Source (information)

See also: Source

A source or information source indicates the origin of a Information.

Oral and written sources

The trades of the Research, the Information and the Communication call upon various sources to obtain information or to check it. The oral sources and the written sources are generally distinguished.

  • the oral sources are the remarks made by the witnesses of an event, the specialists in a subject or the personalities concerned with information.

  • the written sources consist of original texts (handwritten, correspondence, account-returned, etc), of official documents and works (Autobiographie S, memory S of research, exposed scientific, etc), said Référence, which make it possible to validate the authenticity of information. These texts, called “bibliographical sources”, are generally quoted notes some by the author or the journalist. One then speaks “to quote his sources”.

Categories of sources

According to its nature, a written source can belong to three categories:

  • that of the primary sources, which are first hand documents
  • that of the secondary sources, which are the work of synthesis based on primary sources
  • and that of the tertiary sources, which are a selection and a compilation of primary and secondary sources.

Quality of the sources: seek and interpretation

The quality of the sources is important: their origin can be debatable and the manner of interpreting them can lead to Contresens or Manipulation S.

In particular, the oldest texts, like the Bible or the mythological accounts, are often prone to polemic for questions of translation, method and interpretation: it was seen, about the passages Cosmologique S of the First Will, with the Controverse ptolemeo-copernician.
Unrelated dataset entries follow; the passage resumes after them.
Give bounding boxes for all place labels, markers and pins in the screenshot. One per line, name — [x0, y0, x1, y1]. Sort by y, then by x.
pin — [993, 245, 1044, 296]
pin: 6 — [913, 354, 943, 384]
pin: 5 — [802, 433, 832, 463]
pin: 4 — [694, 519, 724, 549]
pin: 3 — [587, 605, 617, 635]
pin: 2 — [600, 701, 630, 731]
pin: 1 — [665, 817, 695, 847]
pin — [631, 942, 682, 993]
One can today see it in the debates on the Théories of the evolution which can require to seek the sources of the religious texts, in particular of the Livre of the Genesis.
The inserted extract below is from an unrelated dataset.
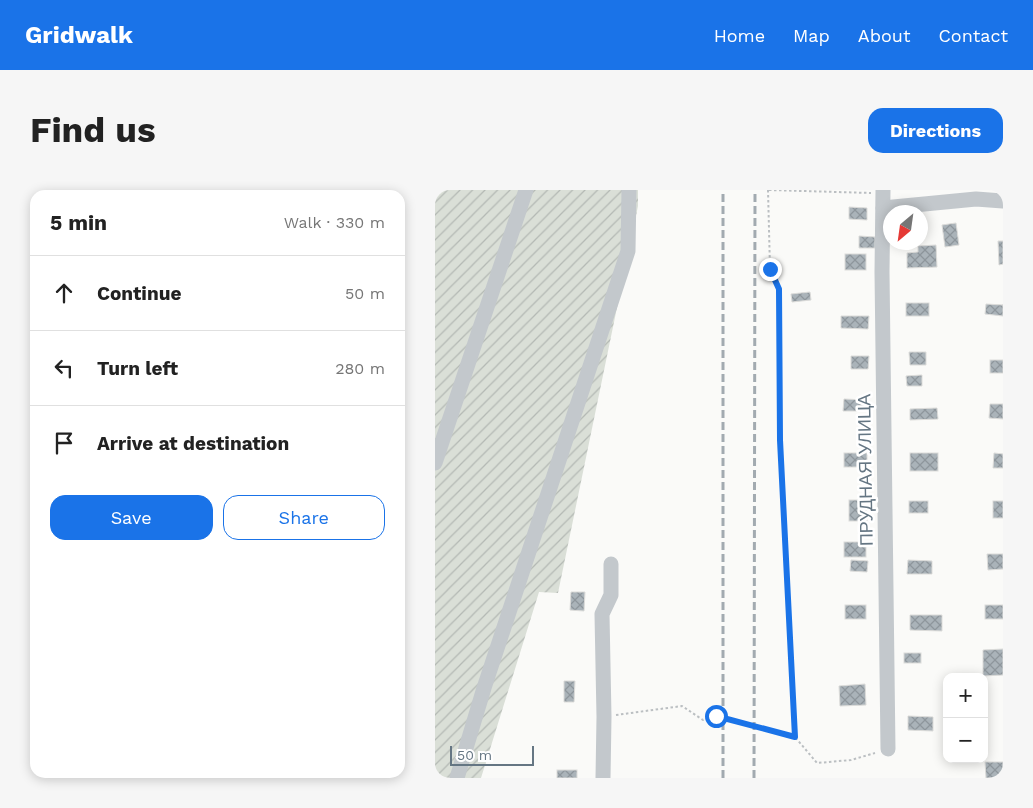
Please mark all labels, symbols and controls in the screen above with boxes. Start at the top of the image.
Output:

The research of the sources of the crowned Textes is the subject of the Exégèse , while the interpretation of these sources is the subject of the Herméneutique . An interpretation of these sources exclusively in a literal Sens can lead to serious errors of interpretation, because these texts generally have hidden significances. The traditional methods of interpretation distinguish Four directions from the Writing.

For example, the following extract of the Genesis " Be fertile, multiply, fill the ground and subject it, and dominate over fish from there sea, the birds of the sky and any animal which is driven on the ground. " () can lead to mistakes in interpretation (see the interpretation that probably made Descartes of it).